→ Saved data entries:

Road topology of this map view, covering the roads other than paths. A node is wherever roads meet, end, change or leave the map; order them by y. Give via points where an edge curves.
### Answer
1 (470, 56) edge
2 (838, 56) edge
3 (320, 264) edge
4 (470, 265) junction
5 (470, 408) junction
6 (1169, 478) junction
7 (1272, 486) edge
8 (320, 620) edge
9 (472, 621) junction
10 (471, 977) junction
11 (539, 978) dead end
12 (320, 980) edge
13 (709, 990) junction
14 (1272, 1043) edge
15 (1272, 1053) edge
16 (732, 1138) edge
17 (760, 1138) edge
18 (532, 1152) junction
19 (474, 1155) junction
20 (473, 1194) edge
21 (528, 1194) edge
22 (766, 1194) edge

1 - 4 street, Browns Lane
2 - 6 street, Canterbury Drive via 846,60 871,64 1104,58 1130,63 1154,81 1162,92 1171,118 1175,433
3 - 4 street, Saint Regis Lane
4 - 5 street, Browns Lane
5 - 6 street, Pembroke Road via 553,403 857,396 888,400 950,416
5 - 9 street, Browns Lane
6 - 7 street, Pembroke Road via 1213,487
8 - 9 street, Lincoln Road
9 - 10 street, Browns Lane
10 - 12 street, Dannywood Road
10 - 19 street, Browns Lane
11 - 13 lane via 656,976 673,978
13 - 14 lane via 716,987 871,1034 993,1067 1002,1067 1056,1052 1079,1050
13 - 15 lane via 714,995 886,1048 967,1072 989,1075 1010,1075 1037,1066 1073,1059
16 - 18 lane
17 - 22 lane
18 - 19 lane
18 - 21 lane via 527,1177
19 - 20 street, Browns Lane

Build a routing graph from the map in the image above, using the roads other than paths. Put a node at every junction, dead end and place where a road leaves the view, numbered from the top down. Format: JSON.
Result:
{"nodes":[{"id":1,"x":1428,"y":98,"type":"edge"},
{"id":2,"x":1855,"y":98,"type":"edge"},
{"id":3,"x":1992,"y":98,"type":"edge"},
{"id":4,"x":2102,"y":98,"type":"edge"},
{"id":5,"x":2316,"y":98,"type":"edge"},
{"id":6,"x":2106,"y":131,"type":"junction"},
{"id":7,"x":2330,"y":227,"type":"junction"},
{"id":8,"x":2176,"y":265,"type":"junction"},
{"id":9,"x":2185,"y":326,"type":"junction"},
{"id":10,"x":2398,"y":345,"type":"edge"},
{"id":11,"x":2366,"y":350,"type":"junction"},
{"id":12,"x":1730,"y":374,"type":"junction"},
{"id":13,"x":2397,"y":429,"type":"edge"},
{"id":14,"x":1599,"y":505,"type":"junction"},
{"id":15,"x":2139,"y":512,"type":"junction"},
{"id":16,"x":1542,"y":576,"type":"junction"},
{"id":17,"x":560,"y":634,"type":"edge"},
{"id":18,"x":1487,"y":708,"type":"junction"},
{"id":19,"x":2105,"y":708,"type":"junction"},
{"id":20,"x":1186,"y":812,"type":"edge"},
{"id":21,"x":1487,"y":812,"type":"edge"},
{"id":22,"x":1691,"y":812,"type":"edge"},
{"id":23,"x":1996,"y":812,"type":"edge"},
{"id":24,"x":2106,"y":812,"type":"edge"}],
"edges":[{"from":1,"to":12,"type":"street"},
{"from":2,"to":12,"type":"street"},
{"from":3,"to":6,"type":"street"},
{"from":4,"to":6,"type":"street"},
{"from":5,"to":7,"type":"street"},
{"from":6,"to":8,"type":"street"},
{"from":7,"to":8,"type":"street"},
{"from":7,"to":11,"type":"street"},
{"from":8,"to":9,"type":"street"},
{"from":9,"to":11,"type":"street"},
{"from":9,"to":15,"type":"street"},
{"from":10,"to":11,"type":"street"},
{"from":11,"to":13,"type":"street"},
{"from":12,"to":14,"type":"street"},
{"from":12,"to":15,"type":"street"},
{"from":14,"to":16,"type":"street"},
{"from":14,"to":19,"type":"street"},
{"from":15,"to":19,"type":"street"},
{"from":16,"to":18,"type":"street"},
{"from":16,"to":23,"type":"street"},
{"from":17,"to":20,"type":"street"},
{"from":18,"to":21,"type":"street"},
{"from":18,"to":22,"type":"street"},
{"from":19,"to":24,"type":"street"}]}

→ Brief:
Pull each line containing "dead" from the records.

→ Answer to this problem:
11 (539, 978) dead end
Build a routing graph from the map in the image above, using the roads other than paths. Put a node at every junction, dead end and place where a road leaves the view, numbered from the top down. Format: JSON.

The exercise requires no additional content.